Dopo le recenti mosse delle principali banche centrali, alle quali va aggiunta la recente decisione della banca centrale svedese di portare i tassi a zero (i più bassi in Europa), la BCE potrebbe essere costretta a implementare un piano di stimoli monetari con acquisti di titoli di stato e corporate bond. Una mossa del genere potrebbe svalutare l’euro, spingendolo fin sotto 1,20 sul dollaro.

Il QE europeo diventerebbe una sorta di monetizzazione del debito sovrano dell’eurozona, anche se ben mascherata per evitare problemi legali dovuti all’eventuale mancato rispetto dello statuto dell’Eurotower. Non bisogna poi dimenticare che l’economia dell’eurozona resta molto fragile, con aspettative di bassa inflazione per diversi anni e disoccupazione su valori record. Insomma già nella riunione di giovedì 6 novembre la BCE potrebbe sorprendere i mercati, quantomeno preparandoli a un imminente programma di acquisto di asset a partire dal prossimo anno.

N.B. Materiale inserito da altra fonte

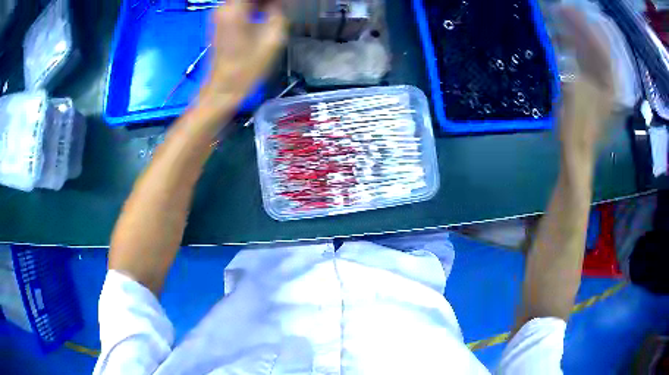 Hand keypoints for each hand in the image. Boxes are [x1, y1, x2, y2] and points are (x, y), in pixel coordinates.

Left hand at [195, 0, 286, 121]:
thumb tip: (280, 2)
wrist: (223, 89)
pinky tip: (267, 12)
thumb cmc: (248, 67)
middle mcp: (223, 7)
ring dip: (261, 3)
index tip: (284, 3)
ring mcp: (220, 14)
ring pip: (244, 0)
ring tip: (277, 9)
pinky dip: (254, 5)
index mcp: (235, 8)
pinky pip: (240, 5)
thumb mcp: (273, 38)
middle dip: (267, 0)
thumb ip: (279, 11)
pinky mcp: (220, 22)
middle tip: (282, 6)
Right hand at [554, 6, 614, 157]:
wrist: (577, 150)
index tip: (568, 9)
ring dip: (576, 34)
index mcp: (611, 83)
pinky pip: (584, 60)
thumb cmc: (578, 125)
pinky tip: (561, 38)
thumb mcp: (576, 89)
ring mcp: (601, 83)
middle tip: (562, 9)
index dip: (585, 25)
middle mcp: (609, 80)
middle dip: (580, 26)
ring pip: (590, 51)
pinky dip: (574, 48)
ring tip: (559, 18)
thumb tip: (566, 34)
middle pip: (596, 45)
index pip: (600, 45)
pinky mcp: (592, 86)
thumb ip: (576, 61) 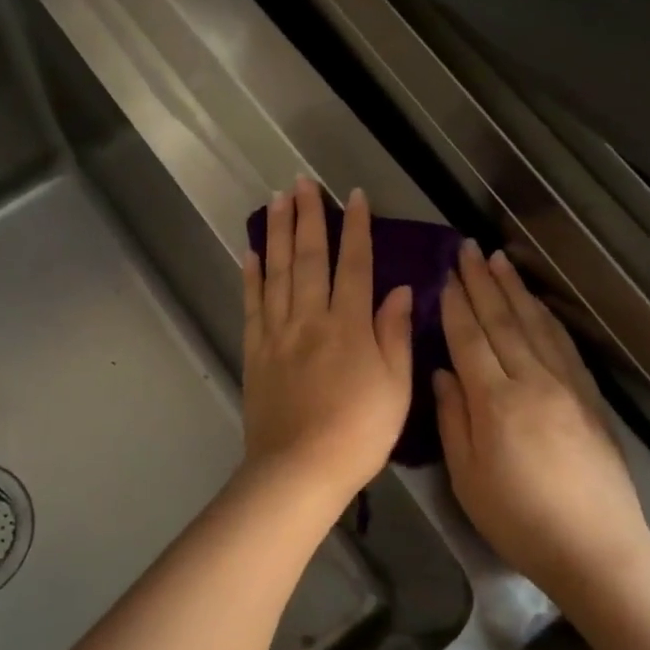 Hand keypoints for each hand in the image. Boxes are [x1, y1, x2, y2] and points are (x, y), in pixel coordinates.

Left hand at [241, 179, 412, 510]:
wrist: (300, 468)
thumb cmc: (359, 432)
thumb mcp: (396, 387)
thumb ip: (394, 333)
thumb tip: (399, 289)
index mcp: (350, 325)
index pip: (355, 264)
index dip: (356, 228)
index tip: (353, 196)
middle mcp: (311, 318)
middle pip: (309, 257)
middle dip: (308, 216)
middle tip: (301, 181)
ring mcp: (278, 332)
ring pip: (277, 271)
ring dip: (278, 233)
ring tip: (276, 200)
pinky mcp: (255, 351)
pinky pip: (252, 304)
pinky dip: (251, 275)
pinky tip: (251, 252)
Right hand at [433, 241, 649, 592]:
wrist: (596, 548)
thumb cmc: (519, 519)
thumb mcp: (467, 477)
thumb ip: (453, 419)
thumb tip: (442, 373)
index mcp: (496, 402)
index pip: (470, 339)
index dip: (455, 305)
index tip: (444, 275)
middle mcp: (532, 382)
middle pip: (503, 322)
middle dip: (482, 283)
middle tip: (468, 248)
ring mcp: (566, 387)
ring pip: (536, 325)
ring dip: (515, 290)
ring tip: (499, 260)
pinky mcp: (589, 398)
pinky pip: (564, 345)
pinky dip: (547, 317)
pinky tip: (538, 303) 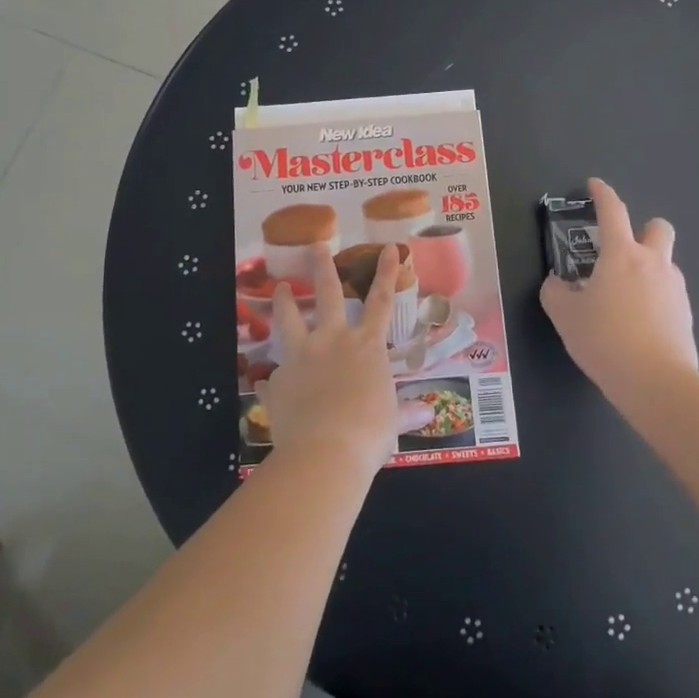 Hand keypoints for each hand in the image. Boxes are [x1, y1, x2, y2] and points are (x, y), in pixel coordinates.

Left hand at [259, 244, 428, 477]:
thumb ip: (406, 412)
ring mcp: (301, 357)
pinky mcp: (278, 381)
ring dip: (283, 301)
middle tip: (316, 245)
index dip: (386, 272)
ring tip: (278, 287)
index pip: (381, 301)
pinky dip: (275, 380)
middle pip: (328, 294)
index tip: (389, 246)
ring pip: (289, 319)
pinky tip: (269, 385)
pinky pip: (274, 377)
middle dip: (322, 267)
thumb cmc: (369, 434)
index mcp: (366, 346)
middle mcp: (333, 341)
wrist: (325, 452)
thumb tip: (429, 412)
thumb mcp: (392, 422)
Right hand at [540, 177, 697, 399]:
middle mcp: (653, 263)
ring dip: (647, 268)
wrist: (656, 383)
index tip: (594, 185)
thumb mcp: (565, 316)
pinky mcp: (686, 314)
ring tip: (623, 297)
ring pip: (665, 263)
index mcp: (621, 255)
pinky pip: (669, 294)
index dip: (602, 193)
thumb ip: (555, 292)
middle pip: (658, 228)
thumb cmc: (604, 339)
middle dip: (643, 229)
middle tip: (621, 250)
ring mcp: (675, 288)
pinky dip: (654, 298)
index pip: (613, 211)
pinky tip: (637, 323)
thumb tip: (558, 283)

Un annuncio di questo tipo spingerebbe l’euro ai minimi, sulla falsariga di quanto accaduto negli ultimi due anni allo yen. La guerra delle valute sta entrando nel vivo e tutte le banche centrali sono pronte a mettere in campo l’artiglieria pesante a suon di cannonate monetarie. Prepariamoci a un inverno ad alta volatilità sui mercati valutari e di riflesso su tutti i mercati finanziari globali.